#### Your objective
If a record holds a picture, skip the picture but print everything else exactly.

#### Data for this task
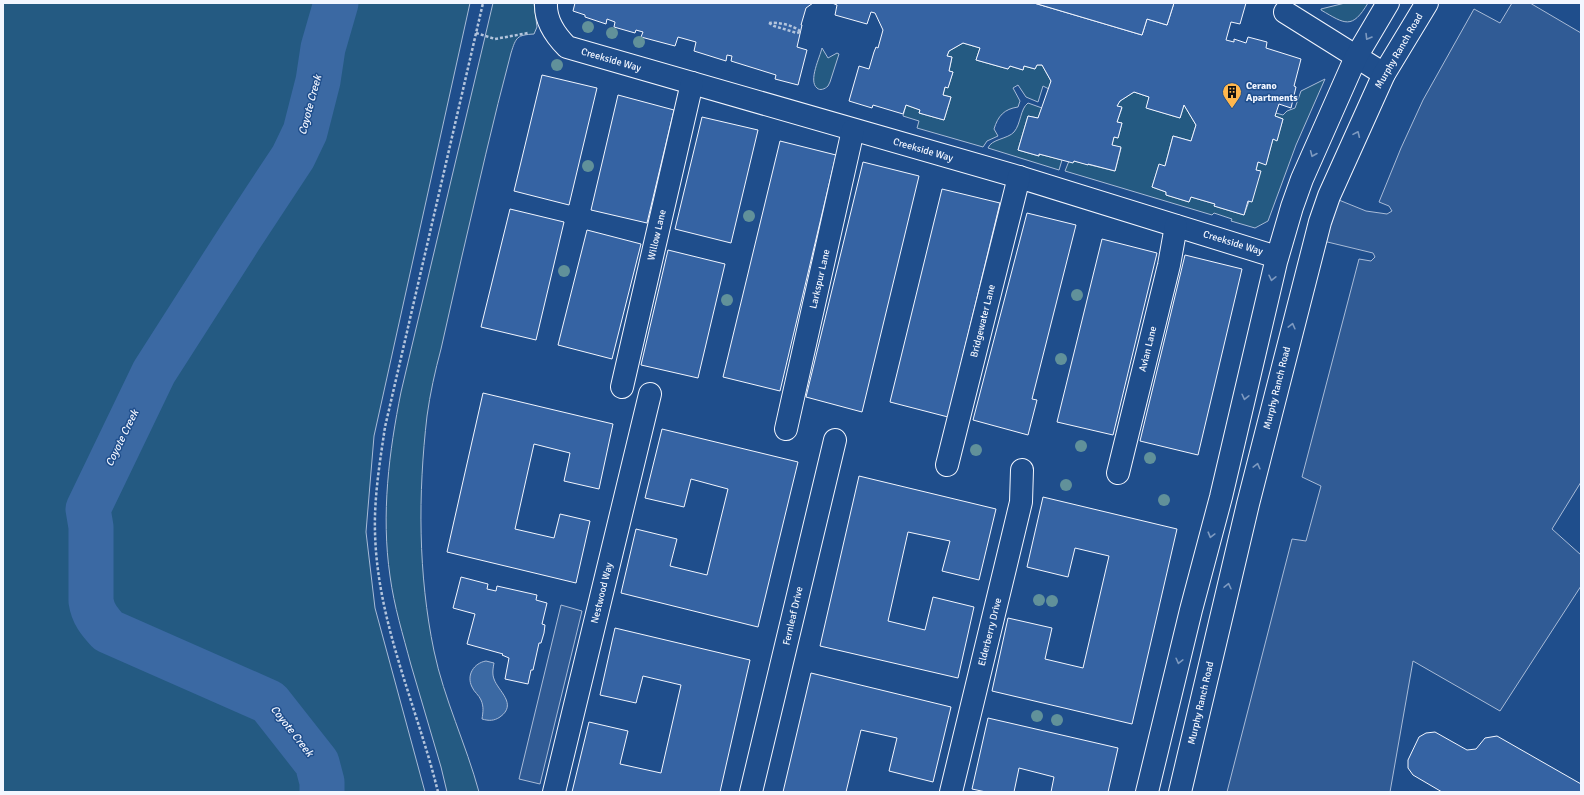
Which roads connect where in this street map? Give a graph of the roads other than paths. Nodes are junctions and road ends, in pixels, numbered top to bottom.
1 (546, 3) edge
2 (1388, 3) edge
3 (1427, 3) edge
4 (1285, 12) dead end
5 (1356, 57) junction
6 (1384, 74) junction
7 (692, 83) junction
8 (853, 130) junction
9 (1019, 177) junction
10 (1176, 226) junction
11 (1278, 256) junction
12 (622, 387) dead end
13 (650, 394) dead end
14 (786, 429) dead end
15 (835, 440) dead end
16 (948, 465) dead end
17 (1022, 470) dead end
18 (1118, 473) dead end
19 (1221, 497) junction
20 (1248, 504) junction
21 (554, 792) edge
22 (751, 792) edge
23 (951, 792) edge
24 (1147, 792) edge
25 (1180, 792) edge

1 - 7 street, Creekside Way
2 -> 5 street
3 - 6 street, Murphy Ranch Road
4 - 5 street
5 - 6 street
5 -> 11 street
20 -> 6 street, Murphy Ranch Road
7 - 8 street, Creekside Way
7 - 12 street, Willow Lane
8 - 9 street, Creekside Way
8 - 14 street, Larkspur Lane
9 - 10 street, Creekside Way
9 - 16 street, Bridgewater Lane
10 - 11 street, Creekside Way
10 - 18 street, Avian Lane
11 -> 19 street
13 - 21 street, Nestwood Way
15 - 22 street, Fernleaf Drive
17 - 23 street, Elderberry Drive
19 - 20 street
19 -> 24 street
25 -> 20 street, Murphy Ranch Road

#### Answer section
Which roads connect where in this street map? Give a graph of the roads other than paths. Nodes are junctions and road ends, in pixels, numbered top to bottom.
1 (546, 3) edge
2 (1388, 3) edge
3 (1427, 3) edge
4 (1285, 12) dead end
5 (1356, 57) junction
6 (1384, 74) junction
7 (692, 83) junction
8 (853, 130) junction
9 (1019, 177) junction
10 (1176, 226) junction
11 (1278, 256) junction
12 (622, 387) dead end
13 (650, 394) dead end
14 (786, 429) dead end
15 (835, 440) dead end
16 (948, 465) dead end
17 (1022, 470) dead end
18 (1118, 473) dead end
19 (1221, 497) junction
20 (1248, 504) junction
21 (554, 792) edge
22 (751, 792) edge
23 (951, 792) edge
24 (1147, 792) edge
25 (1180, 792) edge

1 - 7 street, Creekside Way
2 -> 5 street
3 - 6 street, Murphy Ranch Road
4 - 5 street
5 - 6 street
5 -> 11 street
20 -> 6 street, Murphy Ranch Road
7 - 8 street, Creekside Way
7 - 12 street, Willow Lane
8 - 9 street, Creekside Way
8 - 14 street, Larkspur Lane
9 - 10 street, Creekside Way
9 - 16 street, Bridgewater Lane
10 - 11 street, Creekside Way
10 - 18 street, Avian Lane
11 -> 19 street
13 - 21 street, Nestwood Way
15 - 22 street, Fernleaf Drive
17 - 23 street, Elderberry Drive
19 - 20 street
19 -> 24 street
25 -> 20 street, Murphy Ranch Road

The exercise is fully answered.